Category Archives: Crate

Google adds Crate to SQL services on GCE

Google has been on a big data push

Google has been on a big data push

Google has added open source distributed SQL data store Crate to the Google Compute Engine arsenal, the latest in a series of moves aimed at bolstering the company’s data services.

Crate is a distributed open source data store built on a high availability “shared-nothing” architecture that automatically shards and distributes data across all of nodes (and maintains several replicas for fault tolerance).

It uses SQL syntax but packs some NoSQL goodies as well (Elasticsearch, Presto, Lucene are among the components it implements).
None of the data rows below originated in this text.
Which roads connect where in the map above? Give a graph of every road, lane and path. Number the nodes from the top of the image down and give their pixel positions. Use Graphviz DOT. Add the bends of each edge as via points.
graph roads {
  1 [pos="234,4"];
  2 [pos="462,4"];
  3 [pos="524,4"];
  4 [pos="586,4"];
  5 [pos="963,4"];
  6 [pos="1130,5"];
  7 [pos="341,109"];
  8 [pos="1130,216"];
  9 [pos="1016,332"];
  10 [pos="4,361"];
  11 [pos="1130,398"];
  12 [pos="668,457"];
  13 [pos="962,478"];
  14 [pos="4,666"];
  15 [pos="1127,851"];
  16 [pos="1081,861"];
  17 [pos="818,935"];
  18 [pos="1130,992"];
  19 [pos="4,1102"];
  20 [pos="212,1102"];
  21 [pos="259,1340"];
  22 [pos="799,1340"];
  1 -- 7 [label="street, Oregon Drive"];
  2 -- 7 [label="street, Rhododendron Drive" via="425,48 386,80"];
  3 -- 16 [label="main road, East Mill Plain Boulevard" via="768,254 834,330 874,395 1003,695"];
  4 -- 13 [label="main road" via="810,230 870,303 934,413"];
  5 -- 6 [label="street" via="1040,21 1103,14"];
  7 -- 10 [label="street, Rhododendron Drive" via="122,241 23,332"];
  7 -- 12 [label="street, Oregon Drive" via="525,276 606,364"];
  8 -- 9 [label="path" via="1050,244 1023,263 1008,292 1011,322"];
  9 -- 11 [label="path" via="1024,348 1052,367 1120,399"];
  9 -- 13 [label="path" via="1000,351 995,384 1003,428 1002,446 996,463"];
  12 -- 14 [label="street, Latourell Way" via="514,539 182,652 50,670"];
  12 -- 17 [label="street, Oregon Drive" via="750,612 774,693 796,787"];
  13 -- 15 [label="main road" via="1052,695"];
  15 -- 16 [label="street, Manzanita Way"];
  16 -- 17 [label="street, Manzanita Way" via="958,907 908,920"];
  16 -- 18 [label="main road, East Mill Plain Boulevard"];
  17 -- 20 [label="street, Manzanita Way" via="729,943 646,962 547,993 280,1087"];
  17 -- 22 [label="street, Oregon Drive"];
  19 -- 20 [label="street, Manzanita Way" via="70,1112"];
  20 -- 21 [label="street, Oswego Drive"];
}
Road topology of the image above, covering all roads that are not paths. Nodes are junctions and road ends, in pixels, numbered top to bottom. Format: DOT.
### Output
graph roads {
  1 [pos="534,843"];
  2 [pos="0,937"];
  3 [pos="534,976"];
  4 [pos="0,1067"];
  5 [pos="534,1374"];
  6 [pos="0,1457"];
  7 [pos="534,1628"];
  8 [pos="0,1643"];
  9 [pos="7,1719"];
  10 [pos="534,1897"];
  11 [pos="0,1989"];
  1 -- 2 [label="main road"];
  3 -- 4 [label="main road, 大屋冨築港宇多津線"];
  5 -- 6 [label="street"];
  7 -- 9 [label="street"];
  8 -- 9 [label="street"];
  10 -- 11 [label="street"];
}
“This means when a new node is added, the cluster automatically rebalances and can self-heal when a node is removed. All data is indexed, optimized, and compressed on ingest and is accessible using familiar SQL syntax through a RESTful API,” explained Tyler Randles, evangelist at Crate.

“Crate was built so developers won’t need to “glue” several technologies together to store documents or BLOBs, or support real-time search. It also helps dev-ops by eliminating the need for manual tuning, sharding, replication, and other operations required to keep a large data store in good health.”

The move is yet another attempt by Google to bolster its data services. Earlier this week the company revealed Bigtable, a fully managed NoSQL database service the company said combines its own internal database technology with open source Apache HBase APIs.

Last month the company announced the beta launch of Google Cloud Dataflow, a Java-based service that lets users build, deploy and run data processing pipelines for other applications like ETL, analytics, real-time computation, and process orchestration, while abstracting away all the other infrastructure bits like cluster management.